Work item: In the records below, repeat exactly the lines between the line holding "Build a routing" and the line holding "Extract the road", inclusive, and drop the pictures.
■ ■ ■
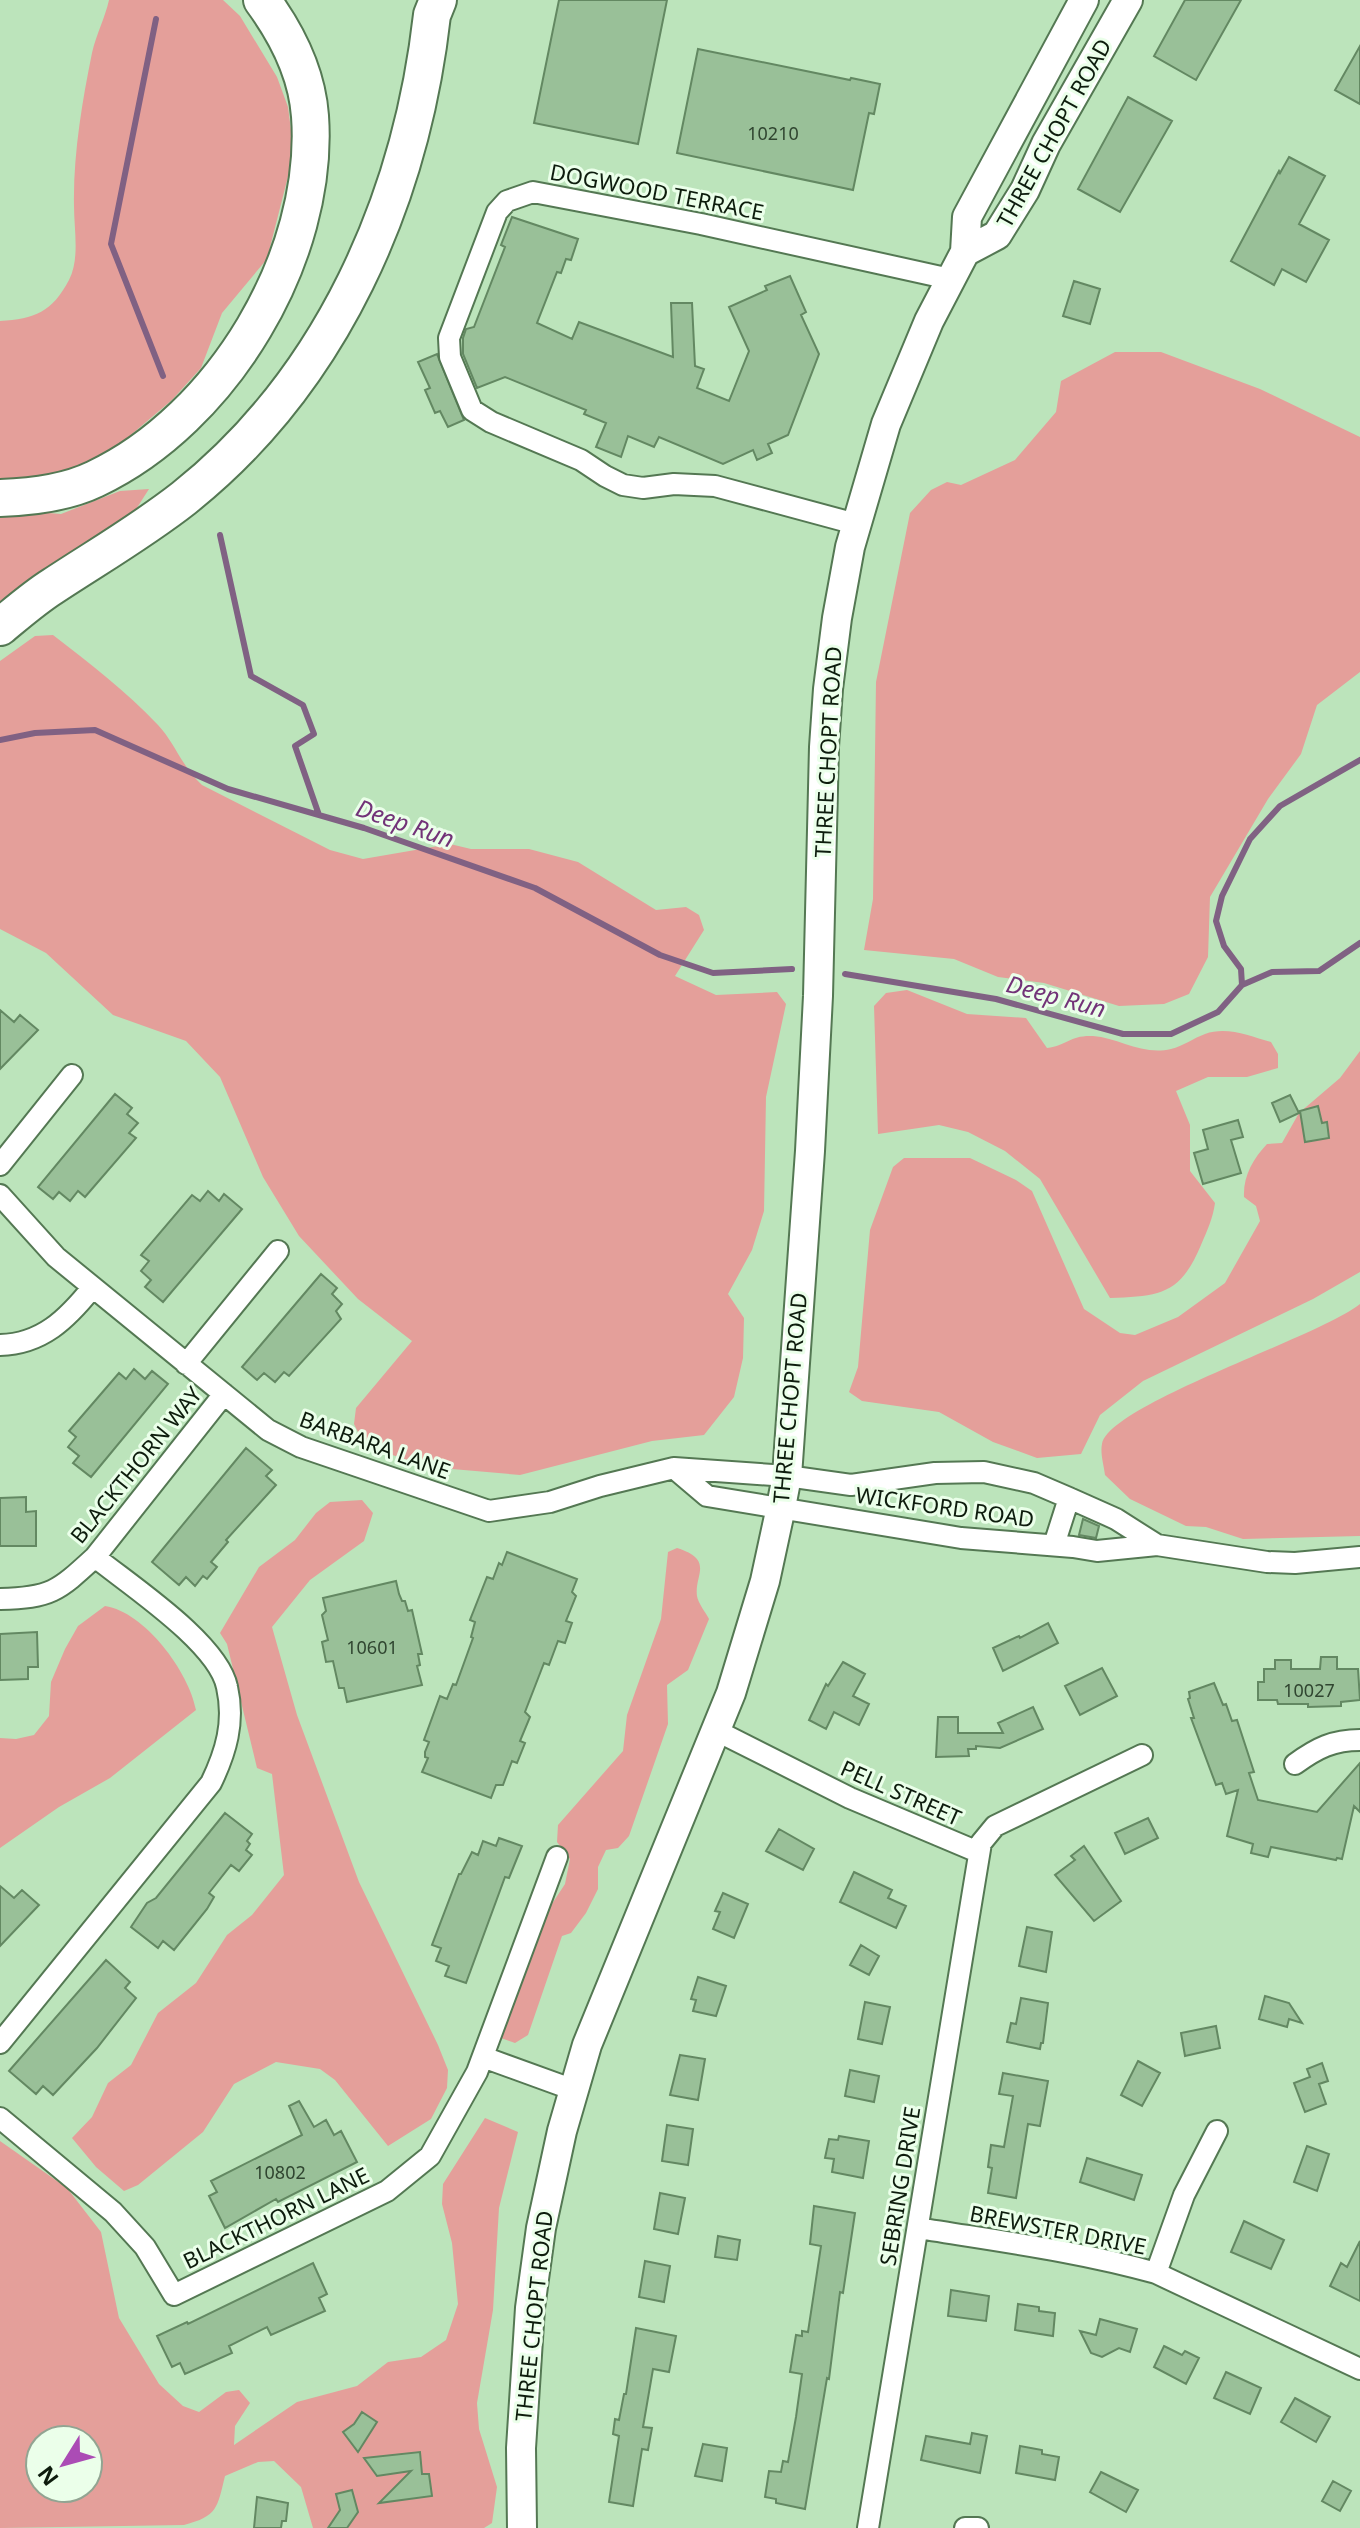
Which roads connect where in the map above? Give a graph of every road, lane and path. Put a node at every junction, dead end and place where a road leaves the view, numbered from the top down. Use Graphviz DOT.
graph roads {
  1 [pos="262,0"];
  2 [pos="438,0"];
  3 [pos="1084,0"];
  4 [pos="1128,0"];
  5 [pos="965,252"];
  6 [pos="950,279"];
  7 [pos="0,498"];
  8 [pos="856,524"];
  9 [pos="0,627"];
  10 [pos="72,1075"];
  11 [pos="0,1165"];
  12 [pos="0,1195"];
  13 [pos="278,1251"];
  14 [pos="92,1288"];
  15 [pos="0,1345"];
  16 [pos="186,1364"];
  17 [pos="224,1394"];
  18 [pos="674,1468"];
  19 [pos="787,1476"];
  20 [pos="1069,1498"];
  21 [pos="781,1507"];
  22 [pos="1054,1545"];
  23 [pos="1157,1545"];
  24 [pos="95,1557"];
  25 [pos="1360,1557"];
  26 [pos="0,1599"];
  27 [pos="717,1731"];
  28 [pos="1360,1740"];
  29 [pos="1142,1755"];
  30 [pos="1295,1764"];
  31 [pos="978,1852"];
  32 [pos="557,1857"];
  33 [pos="0,2043"];
  34 [pos="483,2057"];
  35 [pos="574,2090"];
  36 [pos="0,2118"];
  37 [pos="1217,2131"];
  38 [pos="918,2228"];
  39 [pos="1156,2273"];
  40 [pos="1360,2369"];
  41 [pos="522,2528"];
  42 [pos="868,2528"];
  43 [pos="965,2528"];
  44 [pos="978,2528"];
  1 -- 7 [label="highway"];
  2 -- 9 [label="highway"];
  3 -- 5 [label="main road, THREE CHOPT ROAD"];
  4 -- 5 [label="main road, THREE CHOPT ROAD"];
  5 -- 6 [label="main road, THREE CHOPT ROAD"];
  6 -- 8 [label="main road, THREE CHOPT ROAD"];
  6 -- 8 [label="street, DOGWOOD TERRACE"];
  8 -- 19 [label="main road, THREE CHOPT ROAD"];
  10 -- 11 [label="street"];
  12 -- 14 [label="street, BARBARA LANE"];
  13 -- 16 [label="street"];
  14 -- 15 [label="street"];
  14 -- 16 [label="street, BARBARA LANE"];
  16 -- 17 [label="street, BARBARA LANE"];
  17 -- 18 [label="street, BARBARA LANE"];
  17 -- 24 [label="street, BLACKTHORN WAY"];
  18 -- 19 [label="street, BARBARA LANE"];
  18 -- 21 [label="street"];
  19 -- 20 [label="street, WICKFORD ROAD"];
  19 -- 21 [label="main road, THREE CHOPT ROAD"];
  20 -- 22 [label="street, WICKFORD ROAD"];
  20 -- 23 [label="street"];
  21 -- 22 [label="street, WICKFORD ROAD"];
  21 -- 27 [label="main road, THREE CHOPT ROAD"];
  22 -- 23 [label="street"];
  23 -- 25 [label="street"];
  24 -- 26 [label="street, BLACKTHORN WAY"];
  24 -- 33 [label="street"];
  27 -- 31 [label="street, PELL STREET"];
  27 -- 35 [label="main road, THREE CHOPT ROAD"];
  28 -- 30 [label="street"];
  29 -- 31 [label="street, PELL STREET"];
  31 -- 38 [label="street, SEBRING DRIVE"];
  32 -- 34 [label="street, BLACKTHORN LANE"];
  34 -- 35 [label="street"];
  34 -- 36 [label="street, BLACKTHORN LANE"];
  35 -- 41 [label="main road, THREE CHOPT ROAD"];
  37 -- 39 [label="street"];
  38 -- 39 [label="street, BREWSTER DRIVE"];
  38 -- 42 [label="street, SEBRING DRIVE"];
  39 -- 40 [label="street, BREWSTER DRIVE"];
  43 -- 44 [label="street"];
}
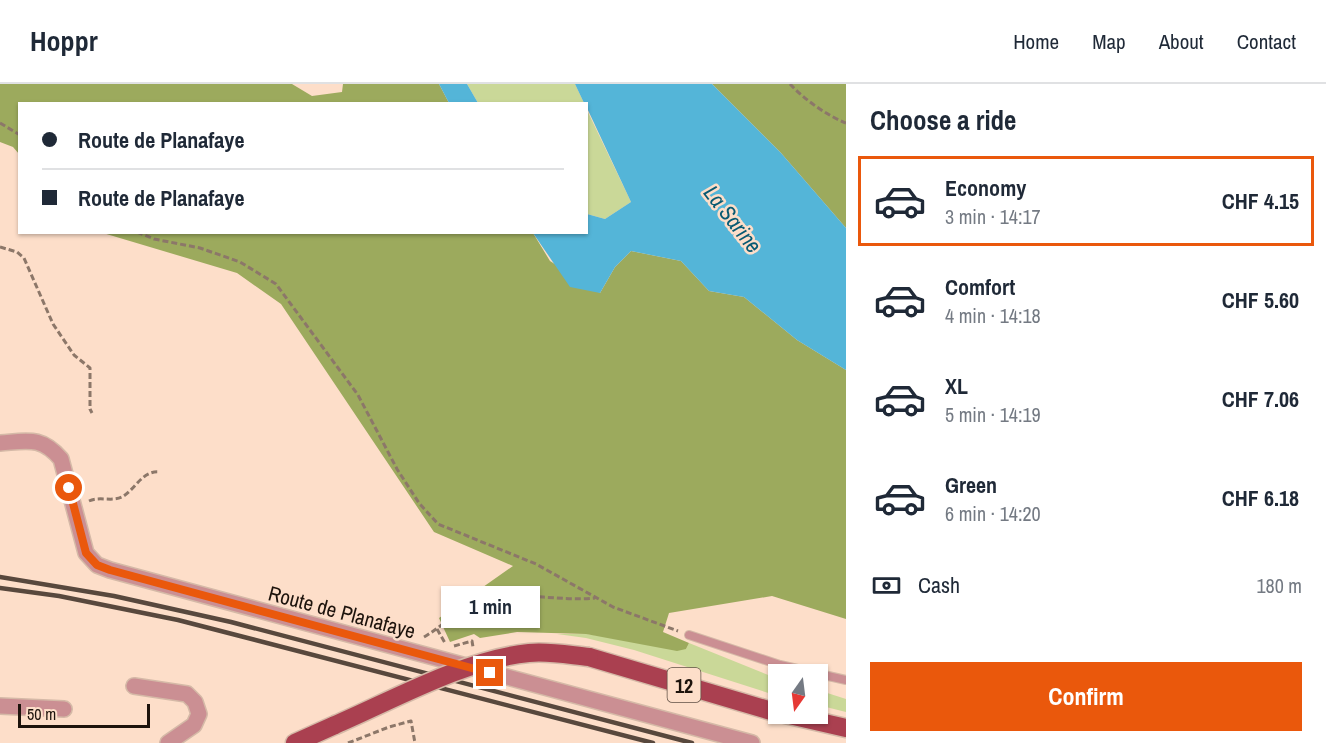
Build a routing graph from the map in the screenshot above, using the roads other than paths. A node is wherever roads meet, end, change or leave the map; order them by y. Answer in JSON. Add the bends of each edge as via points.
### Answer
{"nodes":[{"id":1,"x":0,"y":443,"type":"edge"},
{"id":2,"x":689,"y":635,"type":"road end"},
{"id":3,"x":846,"y":680,"type":"edge"},
{"id":4,"x":134,"y":686,"type":"dead end"},
{"id":5,"x":0,"y":706,"type":"edge"},
{"id":6,"x":64,"y":709,"type":"dead end"},
{"id":7,"x":768,"y":709,"type":"edge"},
{"id":8,"x":828,"y":724,"type":"edge"},
{"id":9,"x":846,"y":728,"type":"edge"},
{"id":10,"x":168,"y":743,"type":"edge"},
{"id":11,"x":296,"y":743,"type":"edge"},
{"id":12,"x":752,"y":743,"type":"edge"}],
"edges":[{"from":1,"to":12,"type":"street","name":"Route de Planafaye","via":[[37,441],[61,459],[86,553],[97,565]]},
{"from":2,"to":3,"type":"lane","via":[[780,665]]},
{"from":4,"to":10,"type":"street","via":[[188,694],[195,702],[199,714],[194,725]]},
{"from":5,"to":6,"type":"street"},
{"from":7,"to":11,"type":"main road","number":"12","bridge":true,"via":[[589,657],[529,653],[460,670]]},
{"from":8,"to":9,"type":"main road"}]}
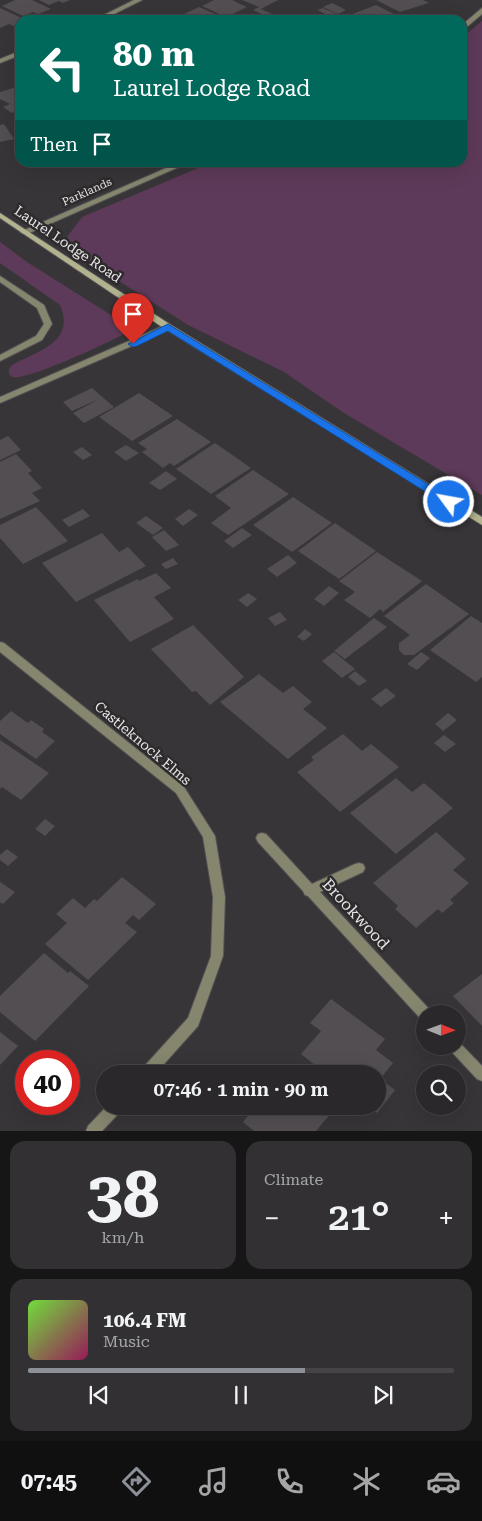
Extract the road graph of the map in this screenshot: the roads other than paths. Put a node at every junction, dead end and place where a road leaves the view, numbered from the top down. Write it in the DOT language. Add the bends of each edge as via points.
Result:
graph roads {
  1 [pos="138,0"];
  2 [pos="482,10"];
  3 [pos="107,15"];
  4 [pos="467,24"];
  5 [pos="15,55"];
  6 [pos="0,61"];
  7 [pos="175,167"];
  8 [pos="0,215"];
  9 [pos="24,232"];
  10 [pos="0,278"];
  11 [pos="168,327"];
  12 [pos="0,358"];
  13 [pos="0,400"];
  14 [pos="482,522"];
  15 [pos="0,646"];
  16 [pos="262,838"];
  17 [pos="359,868"];
  18 [pos="310,891"];
  19 [pos="417,1005"];
  20 [pos="463,1055"];
  21 [pos="154,1065"];
  22 [pos="482,1075"];
  23 [pos="108,1115"];
  24 [pos="93,1131"];
  1 -- 3 [label="street"];
  2 -- 4 [label="street"];
  5 -- 6 [label="street"];
  7 -- 9 [label="street, Parklands"];
  8 -- 9 [label="street, Laurel Lodge Road"];
  9 -- 11 [label="street, Laurel Lodge Road"];
  10 -- 12 [label="street" via="41,307 48,324 39,338"];
  11 -- 13 [label="street"];
  11 -- 14 [label="street, Laurel Lodge Road"];
  15 -- 21 [label="street, Castleknock Elms" via="180,790 209,836 219,898 216,956 193,1022"];
  16 -- 18 [label="street, Brookwood"];
  17 -- 18 [label="street"];
  18 -- 19 [label="street, Brookwood"];
  20 -- 22 [label="street"];
  23 -- 24 [label="street"];
}
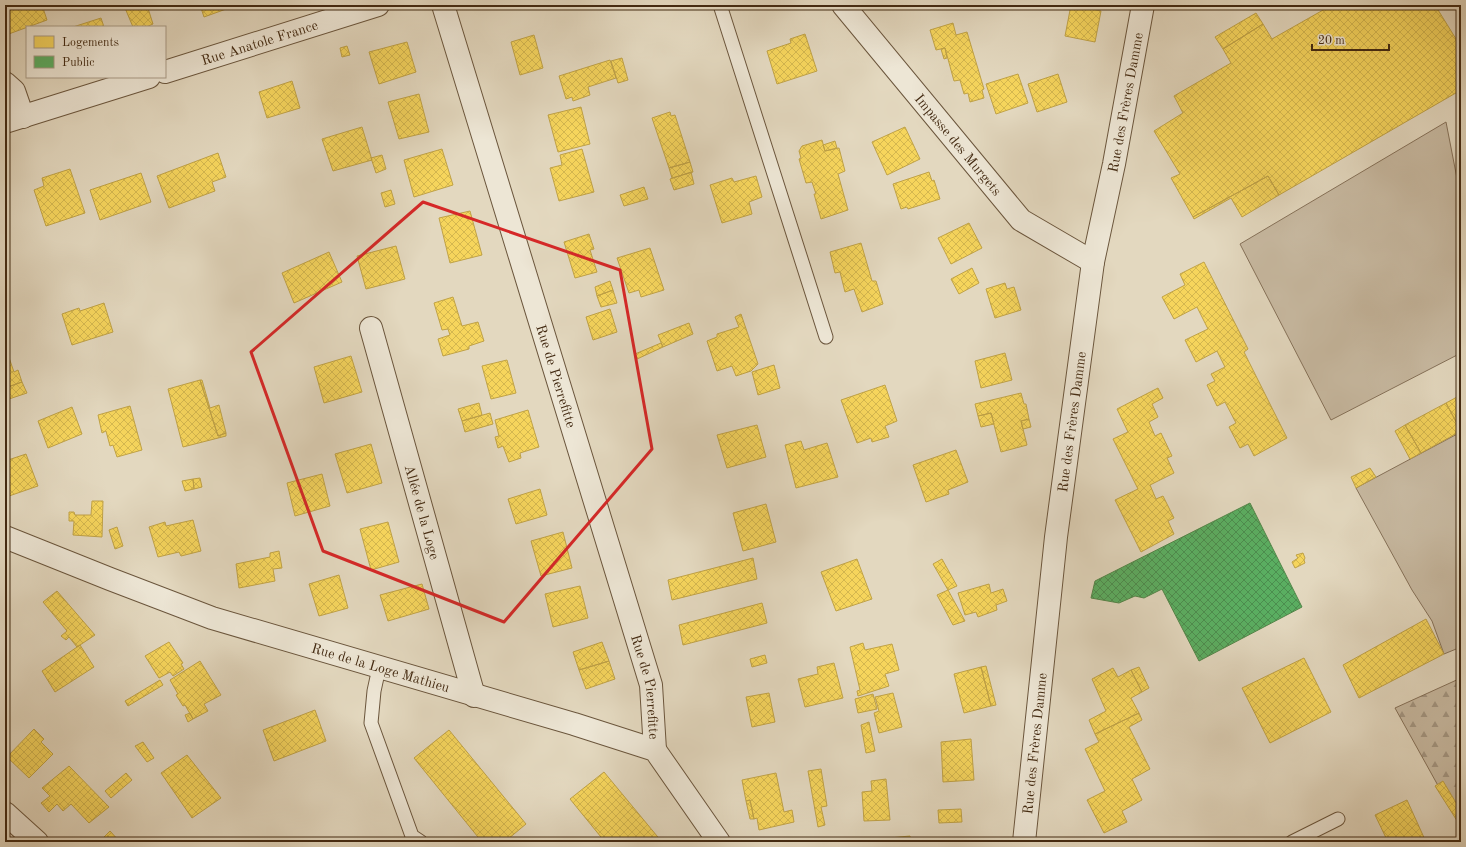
■ ■ ■
Output:
Build a routing graph from the map in the screenshot above, using the roads other than paths. A node is wherever roads meet, end, change or leave the map; order them by y. Answer in JSON. Add the bends of each edge as via points.
### Answer
{"nodes":[{"id":1,"x":0,"y":443,"type":"edge"},
{"id":2,"x":689,"y":635,"type":"road end"},
{"id":3,"x":846,"y":680,"type":"edge"},
{"id":4,"x":134,"y":686,"type":"dead end"},
{"id":5,"x":0,"y":706,"type":"edge"},
{"id":6,"x":64,"y":709,"type":"dead end"},
{"id":7,"x":768,"y":709,"type":"edge"},
{"id":8,"x":828,"y":724,"type":"edge"},
{"id":9,"x":846,"y":728,"type":"edge"},
{"id":10,"x":168,"y":743,"type":"edge"},
{"id":11,"x":296,"y":743,"type":"edge"},
{"id":12,"x":752,"y":743,"type":"edge"}],
"edges":[{"from":1,"to":12,"type":"street","name":"Route de Planafaye","via":[[37,441],[61,459],[86,553],[97,565]]},
{"from":2,"to":3,"type":"lane","via":[[780,665]]},
{"from":4,"to":10,"type":"street","via":[[188,694],[195,702],[199,714],[194,725]]},
{"from":5,"to":6,"type":"street"},
{"from":7,"to":11,"type":"main road","number":"12","bridge":true,"via":[[589,657],[529,653],[460,670]]},
{"from":8,"to":9,"type":"main road"}]}
Extract the road graph of the map in this screenshot: the roads other than paths. Put a node at every junction, dead end and place where a road leaves the view, numbered from the top down. Write it in the DOT language. Add the bends of each edge as via points.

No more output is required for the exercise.